*** Exercise inputs ***
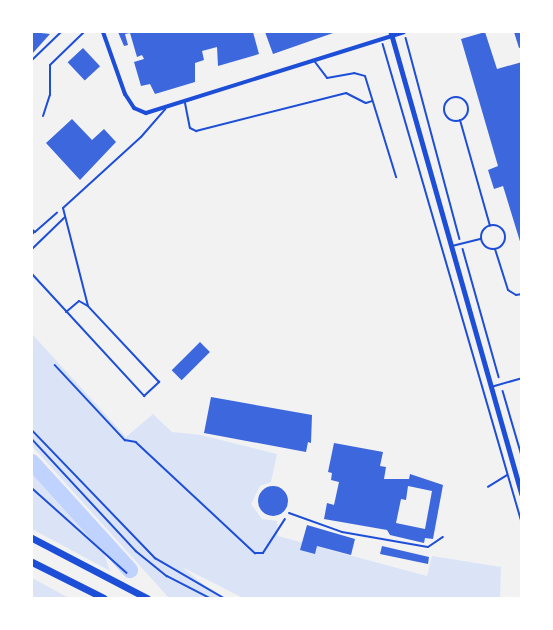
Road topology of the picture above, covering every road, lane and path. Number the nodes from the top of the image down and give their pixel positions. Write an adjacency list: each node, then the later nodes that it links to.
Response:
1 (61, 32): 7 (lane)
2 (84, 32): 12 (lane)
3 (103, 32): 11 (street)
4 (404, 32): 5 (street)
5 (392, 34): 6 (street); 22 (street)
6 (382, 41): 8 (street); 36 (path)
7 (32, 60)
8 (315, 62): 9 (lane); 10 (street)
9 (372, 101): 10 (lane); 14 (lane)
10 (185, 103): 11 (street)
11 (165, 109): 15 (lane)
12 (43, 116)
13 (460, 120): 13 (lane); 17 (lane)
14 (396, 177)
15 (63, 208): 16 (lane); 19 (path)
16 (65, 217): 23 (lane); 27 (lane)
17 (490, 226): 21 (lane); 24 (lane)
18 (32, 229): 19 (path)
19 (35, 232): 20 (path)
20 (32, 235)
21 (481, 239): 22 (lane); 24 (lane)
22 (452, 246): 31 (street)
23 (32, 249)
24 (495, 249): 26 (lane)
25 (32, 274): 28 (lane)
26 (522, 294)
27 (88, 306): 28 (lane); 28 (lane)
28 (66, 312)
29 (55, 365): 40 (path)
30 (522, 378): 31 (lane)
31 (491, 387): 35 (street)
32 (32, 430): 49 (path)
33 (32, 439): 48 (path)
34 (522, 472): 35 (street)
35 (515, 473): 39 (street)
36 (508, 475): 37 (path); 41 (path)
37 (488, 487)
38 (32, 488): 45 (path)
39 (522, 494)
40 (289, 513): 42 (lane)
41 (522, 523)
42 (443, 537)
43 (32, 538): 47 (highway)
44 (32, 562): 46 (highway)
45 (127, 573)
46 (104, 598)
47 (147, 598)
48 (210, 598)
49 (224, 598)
***
Gather each line from the listing above that holds "highway".

43 (32, 538): 47 (highway)
44 (32, 562): 46 (highway)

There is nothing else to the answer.